Having a veteran scribe like Eric Roth bringing his pen to the table certainly helps to distill the complex web of the film's plot into something somewhat digestible, but audiences will have a split reaction to the narrative. Viewers who have never read the books before will likely be enveloped by the richness in the visual storytelling, too hypnotized by the presentation and engrossed by its depiction of this world to want for more in the way of characterization. People more familiar with the story might be too frustrated by how much is left aside or abstracted to the point of nothingness to care how pretty the pictures are or how much collective gravitas the cast has amassed. It is easier to be pleased with what is presented when unaware of what is missing.

This split runs through every aspect of the film. Chalamet's central performance is captivating, to be sure, but so much of his character's interiority is lost through the way his story is told. There is so much to keep track of, regarding motivations, circumstance and positioning, that paying attention to the galactic politics and its ensemble cast will be enough work for a viewer whose concentration will be repeatedly and abruptly interrupted by Zimmer's cudgel of a score. So while it's impressive to see how good Villeneuve has gotten at grafting his arthouse sensibilities to the multiplex, it's still a little sad how much depth is lost in translation. Great if you just like seeing a gorgeous space opera writ as large as financially possible, but less so if you yearn for more from your science fiction.

And that's not even getting into how unsatisfying the film's sudden conclusion is.

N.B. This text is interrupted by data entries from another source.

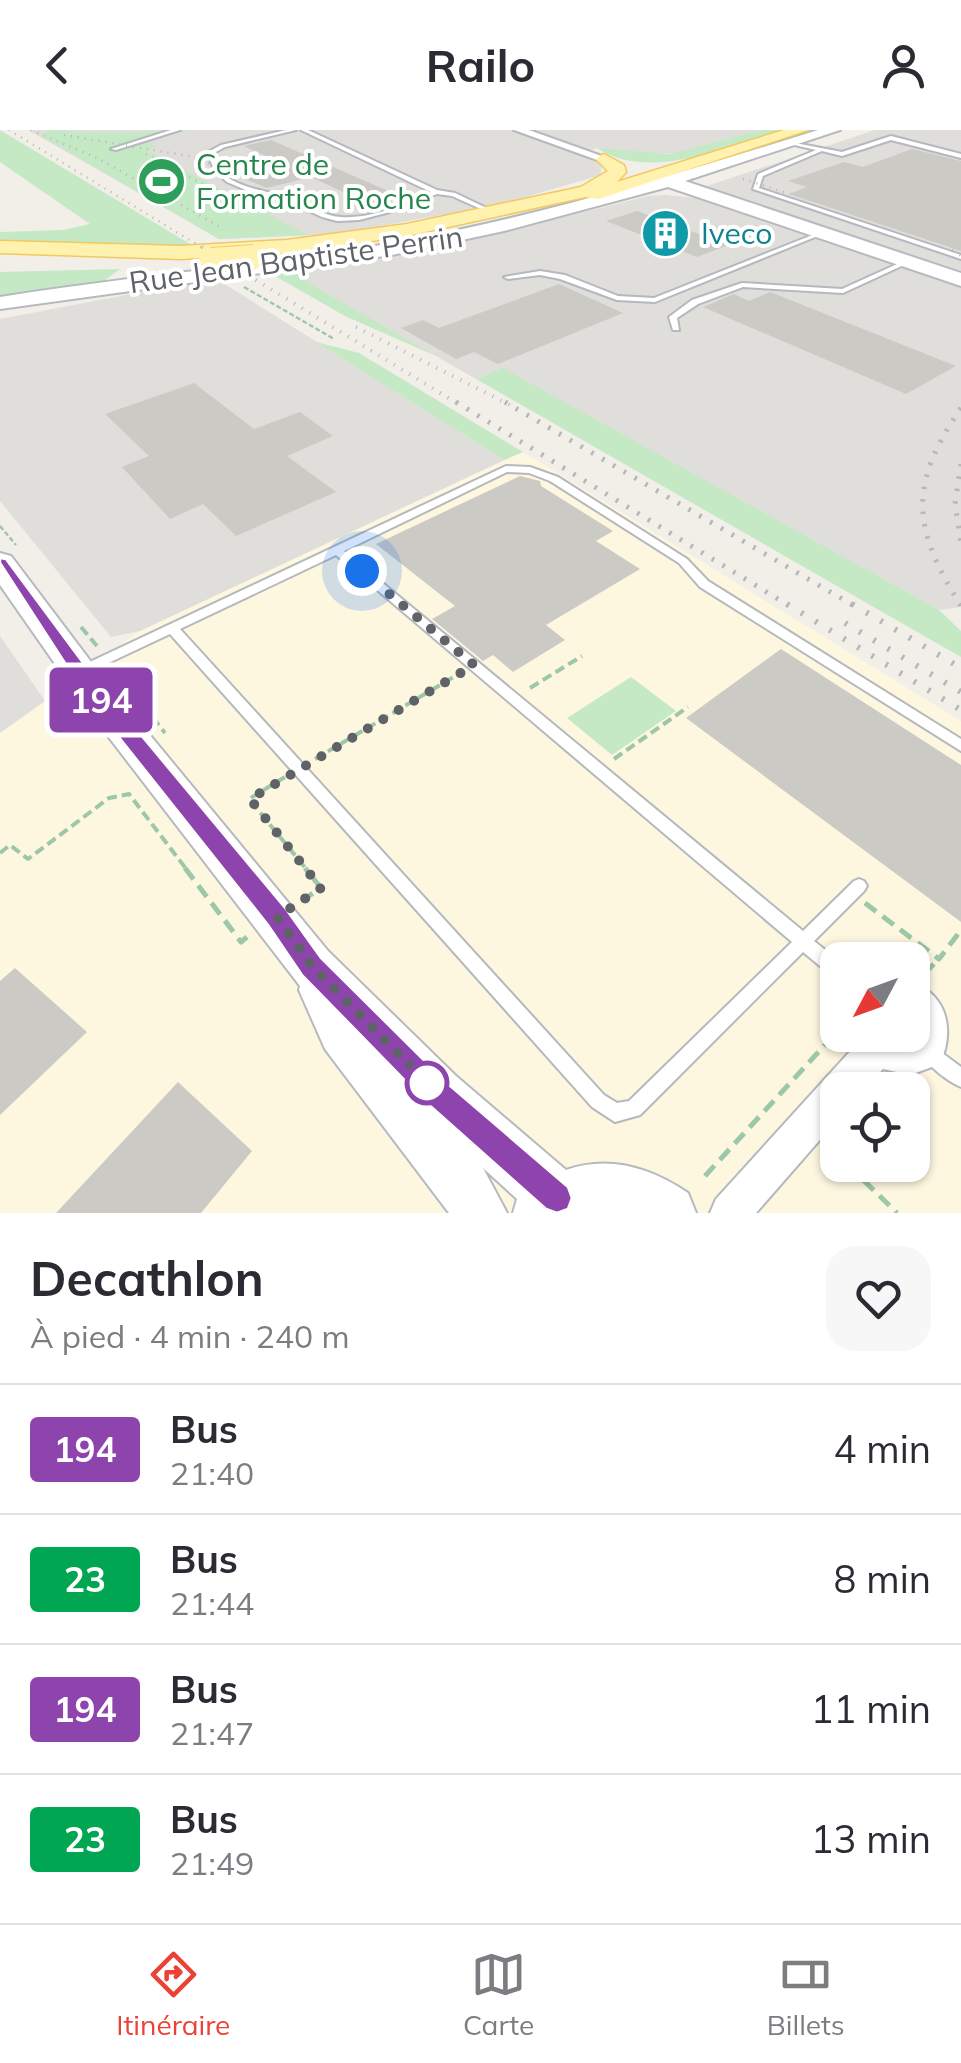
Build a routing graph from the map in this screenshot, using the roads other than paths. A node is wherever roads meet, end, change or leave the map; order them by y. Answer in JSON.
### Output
{"nodes":[{"id":1,"x":176,"y":130,"type":"edge"},
{"id":2,"x":293,"y":130,"type":"edge"},
{"id":3,"x":304,"y":130,"type":"edge"},
{"id":4,"x":518,"y":130,"type":"edge"},
{"id":5,"x":833,"y":130,"type":"edge"},
{"id":6,"x":898,"y":130,"type":"edge"},
{"id":7,"x":797,"y":134,"type":"edge"},
{"id":8,"x":114,"y":149,"type":"dead end"},
{"id":9,"x":820,"y":150,"type":"junction"},
{"id":10,"x":961,"y":153,"type":"edge"},
{"id":11,"x":604,"y":159,"type":"junction"},
{"id":12,"x":666,"y":182,"type":"junction"},
{"id":13,"x":436,"y":192,"type":"junction"},
{"id":14,"x":494,"y":212,"type":"junction"},
{"id":15,"x":822,"y":234,"type":"junction"},
{"id":16,"x":0,"y":247,"type":"edge"},
{"id":17,"x":961,"y":257,"type":"edge"},
{"id":18,"x":906,"y":262,"type":"junction"},
{"id":19,"x":212,"y":266,"type":"junction"},
{"id":20,"x":0,"y":269,"type":"edge"},
{"id":21,"x":508,"y":277,"type":"dead end"},
{"id":22,"x":961,"y":280,"type":"edge"},
{"id":23,"x":0,"y":303,"type":"edge"},
{"id":24,"x":676,"y":328,"type":"dead end"},
{"id":25,"x":337,"y":550,"type":"junction"},
{"id":26,"x":12,"y":559,"type":"edge"},
{"id":27,"x":172,"y":628,"type":"junction"},
{"id":28,"x":93,"y":666,"type":"junction"},
{"id":29,"x":961,"y":746,"type":"edge"},
{"id":30,"x":860,"y":893,"type":"road end"},
{"id":31,"x":802,"y":942,"type":"junction"},
{"id":32,"x":820,"y":956,"type":"edge"},
{"id":33,"x":312,"y":966,"type":"junction"},
{"id":34,"x":930,"y":1021,"type":"edge"},
{"id":35,"x":930,"y":1048,"type":"edge"},
{"id":36,"x":890,"y":1052,"type":"edge"},
{"id":37,"x":928,"y":1052,"type":"joint"},
{"id":38,"x":961,"y":1078,"type":"edge"},
{"id":39,"x":820,"y":1110,"type":"edge"},
{"id":40,"x":686,"y":1194,"type":"edge"},
{"id":41,"x":547,"y":1206,"type":"edge"},
{"id":42,"x":478,"y":1213,"type":"edge"},
{"id":43,"x":730,"y":1213,"type":"edge"}],
"edges":[{"from":1,"to":8,"type":"lane"},
{"from":2,"to":13,"type":"lane"},
{"from":3,"to":13,"type":"lane"},
{"from":4,"to":11,"type":"street"},
{"from":5,"to":7,"type":"main road","name":"Rue Jean Baptiste Perrin"},
{"from":6,"to":10,"type":"lane"},
{"from":7,"to":9,"type":"lane"},
{"from":7,"to":11,"type":"main road"},
{"from":7,"to":12,"type":"main road","name":"Rue Jean Baptiste Perrin"},
{"from":7,"to":12,"type":"main road","name":"Rue Jean Baptiste Perrin"},
{"from":7,"to":19,"type":"main road","bridge":true},
{"from":9,"to":10,"type":"lane"},
{"from":9,"to":17,"type":"lane"},
{"from":11,"to":14,"type":"main road"},
{"from":12,"to":15,"type":"main road"},
{"from":12,"to":19,"type":"main road","name":"Rue Jean Baptiste Perrin"},
{"from":13,"to":14,"type":"lane"},
{"from":14,"to":16,"type":"main road"},
{"from":15,"to":18,"type":"main road"},
{"from":15,"to":21,"type":"lane"},
{"from":18,"to":22,"type":"main road"},
{"from":18,"to":24,"type":"lane"},
{"from":19,"to":20,"type":"main road"},
{"from":19,"to":23,"type":"main road","name":"Rue Jean Baptiste Perrin"},
{"from":25,"to":27,"type":"lane"},
{"from":25,"to":29,"type":"lane"},
{"from":25,"to":31,"type":"lane"},
{"from":26,"to":28,"type":"main road"},
{"from":27,"to":28,"type":"lane"},
{"from":27,"to":31,"type":"lane"},
{"from":28,"to":33,"type":"main road"},
{"from":30,"to":31,"type":"lane"},
{"from":31,"to":32,"type":"lane"},
{"from":33,"to":41,"type":"main road"},
{"from":33,"to":42,"type":"main road"},
{"from":34,"to":35,"type":"street"},
{"from":36,"to":37,"type":"street"},
{"from":37,"to":38,"type":"lane"},
{"from":39,"to":43,"type":"street"},
{"from":40,"to":41,"type":"main road"}]}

Star Wars for adults or Star Wars for cinephiles?

The last notable time a beloved filmmaker worked this hard to spend more than $100 million in studio money on making a franchise film "for adults" was in 2011, when David Fincher thought "The Girl with the Dragon Tattoo" could be an antidote to a direction the industry has veered even further into. But he was wrong. The era of star-driven, not IP-driven, major motion pictures made "for grown-ups" might never come back, but it certainly couldn't explode in the wake of the underwhelming returns that greeted "Dragon Tattoo." Sure, that film's R rating didn't help, but even with a PG-13, Villeneuve is fighting an uphill battle here.

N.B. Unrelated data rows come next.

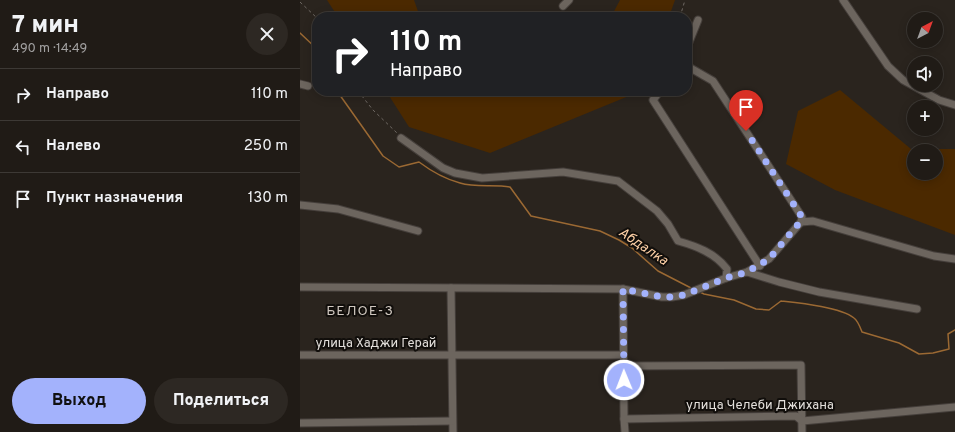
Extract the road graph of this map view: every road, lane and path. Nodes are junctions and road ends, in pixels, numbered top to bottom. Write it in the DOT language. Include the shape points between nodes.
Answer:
graph roads {
  1 [pos="569,0"];
  2 [pos="685,0"];
  3 [pos="843,0"];
  4 [pos="300,2"];
  5 [pos="563,6"];
  6 [pos="681,12"];
  7 [pos="312,13"];
  8 [pos="698,20"];
  9 [pos="692,35"];
  10 [pos="692,69"];
  11 [pos="300,84"];
  12 [pos="308,86"];
  13 [pos="362,96"];
  14 [pos="656,96"];
  15 [pos="955,105"];
  16 [pos="401,138"];
  17 [pos="300,205"];
  18 [pos="800,222"];
  19 [pos="418,231"];
  20 [pos="955,259"];
  21 [pos="760,266"];
  22 [pos="747,272"];
  23 [pos="726,278"];
  24 [pos="300,287"];
  25 [pos="450,288"];
  26 [pos="623,289"];
  27 [pos="917,309"];
  28 [pos="300,355"];
  29 [pos="623,355"];
  30 [pos="452,356"];
  31 [pos="623,366"];
  32 [pos="955,407"];
  33 [pos="624,419"];
  34 [pos="452,421"];
  35 [pos="802,421"];
  36 [pos="300,423"];
  37 [pos="452,432"];
  38 [pos="625,432"];
  39 [pos="802,432"];
  1 -- 5 [label="street"];
  2 -- 6 [label="path"];
  3 -- 15 [label="street" via="888,66 903,80 938,100"];
  4 -- 7 [label="path"];
  8 -- 9 [label="street"];
  10 -- 18 [label="street" via="713,82 802,217"];
  11 -- 12 [label="street"];
  13 -- 16 [label="path"];
  14 -- 21 [label="street" via="653,100"];
  16 -- 23 [label="street" via="454,173 482,178 563,172 618,181 656,211 678,241 700,248 722,263 727,269"];
  17 -- 19 [label="street" via="338,209"];
  18 -- 20 [label="street" via="813,221 934,256"];
  18 -- 21 [label="street"];
  21 -- 22 [label="street"];
  22 -- 23 [label="street"];
  22 -- 27 [label="street" via="820,292"];
  23 -- 26 [label="street" via="684,295 672,297"];
  24 -- 25 [label="street"];
  25 -- 26 [label="street"];
  25 -- 30 [label="street"];
  26 -- 29 [label="street"];
  28 -- 30 [label="street, улица Хаджи Герай"];
  29 -- 30 [label="street, улица Хаджи Герай"];
  29 -- 31 [label="street"];
  30 -- 34 [label="street"];
  31 -- 33 [label="street"];
  31 -- 35 [label="street" via="801,365"];
  32 -- 35 [label="street, улица Челеби Джихана"];
  33 -- 35 [label="street, улица Челеби Джихана" via="796,416"];
  33 -- 38 [label="street"];
  34 -- 36 [label="street"];
  34 -- 37 [label="street"];
  35 -- 39 [label="street"];
}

Compare "Dune" to "A New Hope," the first "Star Wars" film. Obviously, it began a sprawling saga with endless spinoffs in various media still continuing to this day. But watching it as its own entity, it is a satisfying experience. It has a beginning, a middle and an end. Even if audiences left wanting more, they could still be sated by the picture they'd just watched. "Dune" doesn't function that way. It isn't even like "The Fellowship of the Ring," where the entire trilogy was produced and filmed back to back. As it stands, "Dune," which is titled onscreen as "Dune: Part 1," just stops. It's a movie that is thrilling and engaging and easy to be swept up in, until its closing 20 minutes or so when becomes increasingly clear this is not a story you can pause mid-way through in any meaningful fashion.

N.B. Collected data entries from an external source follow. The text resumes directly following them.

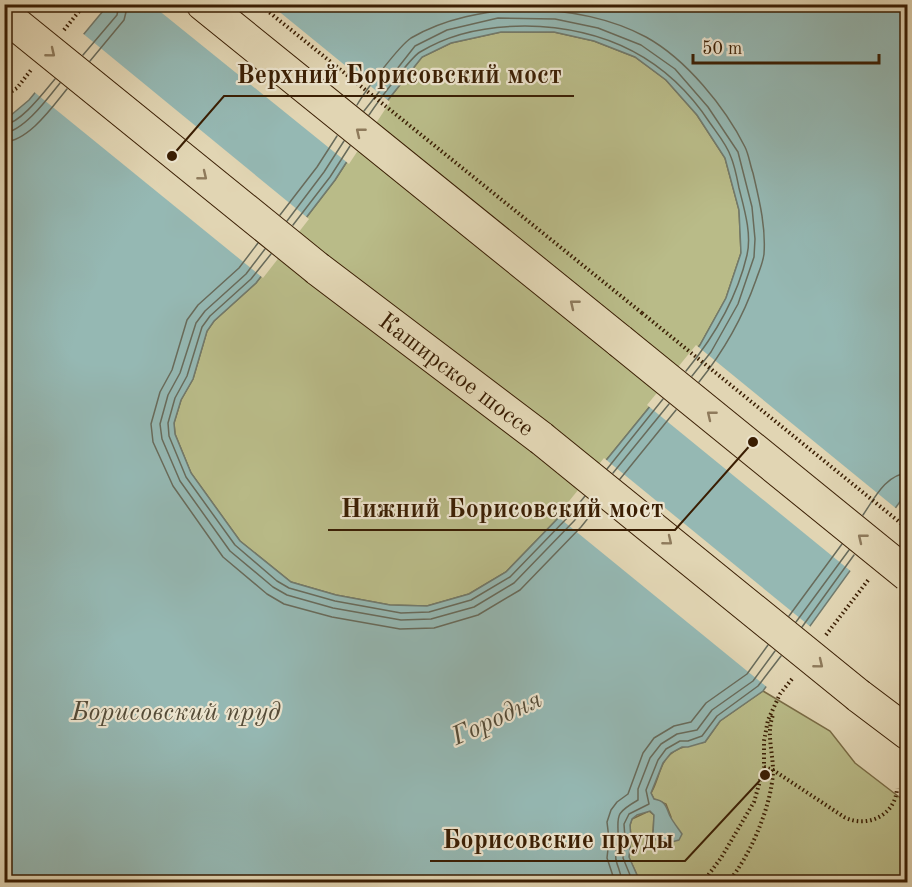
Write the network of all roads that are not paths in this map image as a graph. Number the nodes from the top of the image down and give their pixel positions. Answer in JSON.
{"nodes":[{"id":1,"x":203,"y":4,"type":"edge"},
{"id":2,"x":5,"y":16,"type":"edge"},
{"id":3,"x":908,"y":575,"type":"edge"},
{"id":4,"x":908,"y":733,"type":"edge"}],
"edges":[{"from":3,"to":1,"type":"main road","one_way":true,"bridge":true},
{"from":2,"to":4,"type":"main road","name":"Каширское шоссе","one_way":true,"bridge":true}]}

But the nature of the film's structure isn't likely to inspire the hunger for more the filmmakers here seem to think it will. Best case scenario? "Dune" does well domestically and a sequel gets greenlit in the next few weeks — one which won't reach audiences for another few years at the earliest. And not for a sequel or because they loved this world so much they just have to have seconds, but to literally get the rest of the story they paid to see. In an attempt to counter-program against the Marvels of the world, for whom a sprawling shared universe can protract forever off the strength of dogmatic fervor, Villeneuve and company have made "Dune" the Kickstarter project of tentpole motion pictures. No matter how well made it objectively is or how beloved the story, this, in the end, is an expensive proof of concept asking audiences to crowd-fund interest in ... finishing the damn thing.

That's a harder sell than they think.